CLONING AND CHARACTERIZATION OF THE SCHISTOSOMA-JAPONICUM ASPARTIC PROTEINASE INVOLVED IN HEMOGLOBIN DEGRADATION

A cDNA encoding a Schistosoma japonicum aspartic proteinase was cloned, sequenced, and found to encode a zymogen of 380 amino acid residues, and its gene was shown to be present as a single copy in the S. japonicum genome. Identity comparisons showed that the enzyme (Sjpasp) was most closely related to the cathepsin Ds. The deduced amino acid sequence has four potential glycosylation sites, two of which are in identical positions to the two glycosylation sites of human kidney lysosomal cathepsin D. Furthermore, all four disulfide bonds found in mammalian cathepsin D sequences are present in Sjpasp, although the beta-hairpin (loop 3), which is cleaved during maturation of vertebrate cathepsin Ds to yield light and heavy chain subunits, is absent from Sjpasp.

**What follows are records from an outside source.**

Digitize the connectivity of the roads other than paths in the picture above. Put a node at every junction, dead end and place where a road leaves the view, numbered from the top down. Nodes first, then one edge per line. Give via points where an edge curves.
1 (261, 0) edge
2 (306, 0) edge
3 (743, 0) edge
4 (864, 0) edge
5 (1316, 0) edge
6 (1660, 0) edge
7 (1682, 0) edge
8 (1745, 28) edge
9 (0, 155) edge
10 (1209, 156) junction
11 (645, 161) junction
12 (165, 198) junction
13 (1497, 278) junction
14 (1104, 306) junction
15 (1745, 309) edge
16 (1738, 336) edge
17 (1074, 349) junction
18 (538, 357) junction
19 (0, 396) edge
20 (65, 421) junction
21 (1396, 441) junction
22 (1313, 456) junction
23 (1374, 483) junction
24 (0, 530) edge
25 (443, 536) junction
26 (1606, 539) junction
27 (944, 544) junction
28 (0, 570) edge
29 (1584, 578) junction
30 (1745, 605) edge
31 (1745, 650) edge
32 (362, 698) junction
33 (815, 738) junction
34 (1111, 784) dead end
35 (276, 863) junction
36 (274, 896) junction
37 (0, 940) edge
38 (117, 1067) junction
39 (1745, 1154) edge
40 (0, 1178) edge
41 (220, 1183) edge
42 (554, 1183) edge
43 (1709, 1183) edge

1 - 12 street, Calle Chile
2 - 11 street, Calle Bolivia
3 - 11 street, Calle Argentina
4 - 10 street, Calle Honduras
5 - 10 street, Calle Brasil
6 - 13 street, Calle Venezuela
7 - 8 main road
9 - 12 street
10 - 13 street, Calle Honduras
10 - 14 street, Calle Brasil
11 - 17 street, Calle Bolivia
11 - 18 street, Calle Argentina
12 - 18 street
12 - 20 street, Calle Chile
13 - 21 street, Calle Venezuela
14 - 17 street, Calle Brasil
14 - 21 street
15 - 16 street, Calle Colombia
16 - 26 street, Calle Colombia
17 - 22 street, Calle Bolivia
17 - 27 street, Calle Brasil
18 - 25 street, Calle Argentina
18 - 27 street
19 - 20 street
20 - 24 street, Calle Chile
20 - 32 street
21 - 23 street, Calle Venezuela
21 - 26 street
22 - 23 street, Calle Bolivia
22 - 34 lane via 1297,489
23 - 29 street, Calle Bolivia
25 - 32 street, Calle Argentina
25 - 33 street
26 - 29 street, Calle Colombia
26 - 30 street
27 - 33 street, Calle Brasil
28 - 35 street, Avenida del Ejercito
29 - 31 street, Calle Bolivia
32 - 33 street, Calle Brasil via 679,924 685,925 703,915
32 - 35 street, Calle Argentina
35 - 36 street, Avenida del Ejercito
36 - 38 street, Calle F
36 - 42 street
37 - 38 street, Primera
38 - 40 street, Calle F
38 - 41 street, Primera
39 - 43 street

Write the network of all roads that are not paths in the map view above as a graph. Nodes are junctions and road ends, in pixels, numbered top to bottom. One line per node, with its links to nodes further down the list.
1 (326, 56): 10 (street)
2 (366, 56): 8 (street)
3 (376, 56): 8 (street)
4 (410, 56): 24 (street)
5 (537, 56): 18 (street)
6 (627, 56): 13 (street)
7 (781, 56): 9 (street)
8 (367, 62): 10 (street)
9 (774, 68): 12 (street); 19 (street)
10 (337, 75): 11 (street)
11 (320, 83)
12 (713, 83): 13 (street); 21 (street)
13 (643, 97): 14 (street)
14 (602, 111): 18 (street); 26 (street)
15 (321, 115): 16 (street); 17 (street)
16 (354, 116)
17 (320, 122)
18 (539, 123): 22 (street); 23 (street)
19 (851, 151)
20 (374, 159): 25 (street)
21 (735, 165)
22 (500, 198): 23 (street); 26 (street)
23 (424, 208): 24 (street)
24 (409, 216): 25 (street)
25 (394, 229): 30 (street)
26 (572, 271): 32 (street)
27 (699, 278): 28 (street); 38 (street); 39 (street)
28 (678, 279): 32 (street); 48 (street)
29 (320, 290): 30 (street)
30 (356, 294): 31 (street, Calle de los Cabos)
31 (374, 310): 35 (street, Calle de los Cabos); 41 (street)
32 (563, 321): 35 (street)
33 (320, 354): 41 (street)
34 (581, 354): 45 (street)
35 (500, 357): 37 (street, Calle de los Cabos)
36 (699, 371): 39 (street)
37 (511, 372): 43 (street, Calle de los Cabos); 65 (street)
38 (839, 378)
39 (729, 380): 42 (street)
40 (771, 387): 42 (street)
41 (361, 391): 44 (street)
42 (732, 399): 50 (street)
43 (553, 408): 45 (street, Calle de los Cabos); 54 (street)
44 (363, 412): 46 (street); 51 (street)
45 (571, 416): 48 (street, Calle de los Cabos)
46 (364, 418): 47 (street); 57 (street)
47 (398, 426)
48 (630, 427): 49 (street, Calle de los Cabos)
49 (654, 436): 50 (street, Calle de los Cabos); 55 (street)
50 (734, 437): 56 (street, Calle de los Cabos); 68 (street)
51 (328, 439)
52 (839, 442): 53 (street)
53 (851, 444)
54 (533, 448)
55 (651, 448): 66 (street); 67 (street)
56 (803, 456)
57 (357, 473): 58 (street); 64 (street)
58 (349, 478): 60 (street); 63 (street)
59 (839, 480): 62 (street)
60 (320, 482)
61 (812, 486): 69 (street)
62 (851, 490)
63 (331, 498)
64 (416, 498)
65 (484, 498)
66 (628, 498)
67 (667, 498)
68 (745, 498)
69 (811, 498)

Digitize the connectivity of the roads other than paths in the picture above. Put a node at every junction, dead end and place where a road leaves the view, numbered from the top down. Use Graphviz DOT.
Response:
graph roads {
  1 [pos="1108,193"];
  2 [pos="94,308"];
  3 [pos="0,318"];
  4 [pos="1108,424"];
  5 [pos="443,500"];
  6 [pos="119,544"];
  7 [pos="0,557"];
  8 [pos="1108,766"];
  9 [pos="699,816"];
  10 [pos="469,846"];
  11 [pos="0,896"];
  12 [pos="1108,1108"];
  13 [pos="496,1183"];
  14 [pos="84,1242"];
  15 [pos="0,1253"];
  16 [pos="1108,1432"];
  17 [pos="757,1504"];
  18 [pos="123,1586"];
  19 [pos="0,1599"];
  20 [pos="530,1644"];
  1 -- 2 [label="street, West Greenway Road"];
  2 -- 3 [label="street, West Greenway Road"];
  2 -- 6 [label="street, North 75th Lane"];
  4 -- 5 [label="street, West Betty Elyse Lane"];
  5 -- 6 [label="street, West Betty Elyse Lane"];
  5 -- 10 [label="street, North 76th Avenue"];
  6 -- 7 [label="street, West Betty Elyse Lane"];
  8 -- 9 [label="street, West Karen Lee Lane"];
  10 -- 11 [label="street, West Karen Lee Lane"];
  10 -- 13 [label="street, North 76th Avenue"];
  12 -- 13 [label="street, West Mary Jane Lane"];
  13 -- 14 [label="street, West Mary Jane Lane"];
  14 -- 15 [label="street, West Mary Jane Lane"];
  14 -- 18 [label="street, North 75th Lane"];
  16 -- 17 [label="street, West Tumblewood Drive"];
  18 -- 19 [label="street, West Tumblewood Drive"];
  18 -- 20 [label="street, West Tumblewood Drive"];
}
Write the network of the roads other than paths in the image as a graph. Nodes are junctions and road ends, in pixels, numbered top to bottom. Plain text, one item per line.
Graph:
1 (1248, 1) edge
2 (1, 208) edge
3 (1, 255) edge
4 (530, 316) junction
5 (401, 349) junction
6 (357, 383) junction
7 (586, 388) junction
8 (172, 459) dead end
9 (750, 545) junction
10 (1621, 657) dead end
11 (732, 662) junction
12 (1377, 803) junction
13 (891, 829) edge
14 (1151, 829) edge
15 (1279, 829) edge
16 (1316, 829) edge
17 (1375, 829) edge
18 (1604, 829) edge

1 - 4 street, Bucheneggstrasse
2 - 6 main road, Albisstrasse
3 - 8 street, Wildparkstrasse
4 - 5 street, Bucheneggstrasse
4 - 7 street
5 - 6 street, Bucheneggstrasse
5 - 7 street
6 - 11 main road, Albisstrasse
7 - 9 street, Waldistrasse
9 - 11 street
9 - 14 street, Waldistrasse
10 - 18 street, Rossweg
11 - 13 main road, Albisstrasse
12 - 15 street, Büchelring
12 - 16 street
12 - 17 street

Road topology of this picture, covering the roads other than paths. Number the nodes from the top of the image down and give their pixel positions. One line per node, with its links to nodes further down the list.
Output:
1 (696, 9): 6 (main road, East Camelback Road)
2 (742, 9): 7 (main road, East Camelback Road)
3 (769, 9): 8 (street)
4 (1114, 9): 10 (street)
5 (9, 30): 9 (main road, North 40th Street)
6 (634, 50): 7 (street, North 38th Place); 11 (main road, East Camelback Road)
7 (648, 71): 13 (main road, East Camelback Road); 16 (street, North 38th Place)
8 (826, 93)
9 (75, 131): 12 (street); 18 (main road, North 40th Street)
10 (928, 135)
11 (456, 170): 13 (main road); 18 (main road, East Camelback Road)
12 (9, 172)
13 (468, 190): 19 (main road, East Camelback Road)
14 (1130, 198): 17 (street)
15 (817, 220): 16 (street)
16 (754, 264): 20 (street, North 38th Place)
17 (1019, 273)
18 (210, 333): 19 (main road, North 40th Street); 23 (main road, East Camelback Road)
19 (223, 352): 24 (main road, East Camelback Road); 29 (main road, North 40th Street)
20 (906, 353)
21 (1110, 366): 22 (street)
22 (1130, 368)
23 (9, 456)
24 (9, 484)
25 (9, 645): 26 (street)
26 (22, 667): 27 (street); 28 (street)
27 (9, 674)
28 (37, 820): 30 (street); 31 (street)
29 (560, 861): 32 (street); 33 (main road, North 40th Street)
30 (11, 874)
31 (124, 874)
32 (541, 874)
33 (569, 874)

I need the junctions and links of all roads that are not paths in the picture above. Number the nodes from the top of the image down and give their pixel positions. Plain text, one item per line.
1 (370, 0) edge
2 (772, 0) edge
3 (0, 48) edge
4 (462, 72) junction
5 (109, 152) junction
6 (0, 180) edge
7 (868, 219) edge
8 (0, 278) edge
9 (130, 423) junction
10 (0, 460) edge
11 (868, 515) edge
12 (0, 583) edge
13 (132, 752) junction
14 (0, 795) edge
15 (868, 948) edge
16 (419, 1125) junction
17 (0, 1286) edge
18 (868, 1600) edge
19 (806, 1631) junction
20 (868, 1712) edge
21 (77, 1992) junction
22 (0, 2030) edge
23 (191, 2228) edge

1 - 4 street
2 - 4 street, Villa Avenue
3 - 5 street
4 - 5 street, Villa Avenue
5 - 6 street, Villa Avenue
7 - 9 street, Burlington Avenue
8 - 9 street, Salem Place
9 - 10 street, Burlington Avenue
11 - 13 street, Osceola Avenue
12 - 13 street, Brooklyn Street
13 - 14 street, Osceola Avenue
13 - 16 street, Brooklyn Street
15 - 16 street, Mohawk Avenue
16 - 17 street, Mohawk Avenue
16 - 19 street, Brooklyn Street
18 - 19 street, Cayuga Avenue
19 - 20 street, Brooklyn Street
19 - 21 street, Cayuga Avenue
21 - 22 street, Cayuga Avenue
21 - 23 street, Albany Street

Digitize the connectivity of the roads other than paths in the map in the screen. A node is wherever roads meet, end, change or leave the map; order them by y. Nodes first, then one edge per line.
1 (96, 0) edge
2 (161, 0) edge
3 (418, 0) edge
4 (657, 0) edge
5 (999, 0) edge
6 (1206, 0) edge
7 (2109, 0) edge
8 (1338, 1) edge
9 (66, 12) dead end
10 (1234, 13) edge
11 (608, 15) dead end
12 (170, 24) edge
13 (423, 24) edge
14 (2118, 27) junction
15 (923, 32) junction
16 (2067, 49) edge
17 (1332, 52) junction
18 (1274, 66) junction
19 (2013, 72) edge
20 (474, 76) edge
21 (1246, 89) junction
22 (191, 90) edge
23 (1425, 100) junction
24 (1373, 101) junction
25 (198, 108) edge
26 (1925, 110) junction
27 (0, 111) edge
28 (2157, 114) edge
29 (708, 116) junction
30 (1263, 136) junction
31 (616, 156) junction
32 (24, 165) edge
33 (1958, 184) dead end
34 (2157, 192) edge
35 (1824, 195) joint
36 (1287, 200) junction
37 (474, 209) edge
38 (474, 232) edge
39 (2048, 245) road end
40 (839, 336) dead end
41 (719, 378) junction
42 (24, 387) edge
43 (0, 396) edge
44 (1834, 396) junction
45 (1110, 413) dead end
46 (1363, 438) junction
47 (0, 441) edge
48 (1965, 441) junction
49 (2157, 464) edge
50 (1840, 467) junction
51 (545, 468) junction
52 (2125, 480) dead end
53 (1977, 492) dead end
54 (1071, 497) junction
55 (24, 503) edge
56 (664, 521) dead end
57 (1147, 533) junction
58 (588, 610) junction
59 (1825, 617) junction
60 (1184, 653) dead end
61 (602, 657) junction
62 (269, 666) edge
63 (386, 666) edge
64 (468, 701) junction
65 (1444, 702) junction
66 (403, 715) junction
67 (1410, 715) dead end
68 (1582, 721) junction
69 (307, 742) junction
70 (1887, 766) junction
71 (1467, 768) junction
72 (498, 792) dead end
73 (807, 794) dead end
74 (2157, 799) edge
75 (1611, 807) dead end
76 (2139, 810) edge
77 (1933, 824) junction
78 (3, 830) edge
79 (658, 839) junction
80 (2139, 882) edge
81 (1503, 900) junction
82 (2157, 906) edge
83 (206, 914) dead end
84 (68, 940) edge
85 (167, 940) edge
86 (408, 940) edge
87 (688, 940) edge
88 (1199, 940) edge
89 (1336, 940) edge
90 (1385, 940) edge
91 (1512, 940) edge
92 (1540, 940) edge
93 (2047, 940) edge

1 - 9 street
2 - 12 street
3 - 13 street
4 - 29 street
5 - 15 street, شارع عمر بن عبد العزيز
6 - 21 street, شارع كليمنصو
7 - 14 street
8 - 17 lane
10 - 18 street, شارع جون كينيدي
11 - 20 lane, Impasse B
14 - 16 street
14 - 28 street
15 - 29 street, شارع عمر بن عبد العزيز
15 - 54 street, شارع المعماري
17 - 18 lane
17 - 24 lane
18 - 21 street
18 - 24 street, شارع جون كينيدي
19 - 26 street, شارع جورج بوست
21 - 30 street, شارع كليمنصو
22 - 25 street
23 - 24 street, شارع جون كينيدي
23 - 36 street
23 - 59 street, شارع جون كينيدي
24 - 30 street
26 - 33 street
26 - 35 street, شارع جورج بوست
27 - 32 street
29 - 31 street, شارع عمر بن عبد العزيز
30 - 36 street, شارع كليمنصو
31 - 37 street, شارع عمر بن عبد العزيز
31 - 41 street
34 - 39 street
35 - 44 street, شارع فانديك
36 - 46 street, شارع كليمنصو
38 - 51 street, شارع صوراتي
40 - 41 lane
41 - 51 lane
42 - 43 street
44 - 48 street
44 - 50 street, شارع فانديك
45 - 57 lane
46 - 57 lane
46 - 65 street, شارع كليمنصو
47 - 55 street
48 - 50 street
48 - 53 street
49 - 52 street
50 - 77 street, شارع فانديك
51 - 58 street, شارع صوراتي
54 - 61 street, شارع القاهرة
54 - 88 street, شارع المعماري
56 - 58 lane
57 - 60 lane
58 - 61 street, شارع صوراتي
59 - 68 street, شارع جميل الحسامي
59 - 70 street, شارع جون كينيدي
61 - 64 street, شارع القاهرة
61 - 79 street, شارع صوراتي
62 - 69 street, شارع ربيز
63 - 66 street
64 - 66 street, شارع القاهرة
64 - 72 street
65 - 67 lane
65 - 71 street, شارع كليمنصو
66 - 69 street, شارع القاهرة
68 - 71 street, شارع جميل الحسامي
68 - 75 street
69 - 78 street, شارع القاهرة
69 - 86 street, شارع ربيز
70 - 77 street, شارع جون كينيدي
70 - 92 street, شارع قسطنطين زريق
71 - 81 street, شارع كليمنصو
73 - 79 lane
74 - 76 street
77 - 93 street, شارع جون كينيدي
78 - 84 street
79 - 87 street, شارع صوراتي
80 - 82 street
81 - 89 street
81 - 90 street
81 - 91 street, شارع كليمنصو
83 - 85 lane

While most residues involved in substrate specificity and catalysis of aspartic proteinases are preserved in Sjpasp, several residues in these regions exhibit changes that may result in a novel substrate specificity. Aspartic proteinase activity is present in extracts of adult S. japonicum and Schistosoma mansoni and in culture media in which schistosomes were maintained and was capable of digesting hemoglobin. The schistosome aspartic proteinase may play a pivotal role in the catabolism of hemoglobin obtained from host erythrocytes.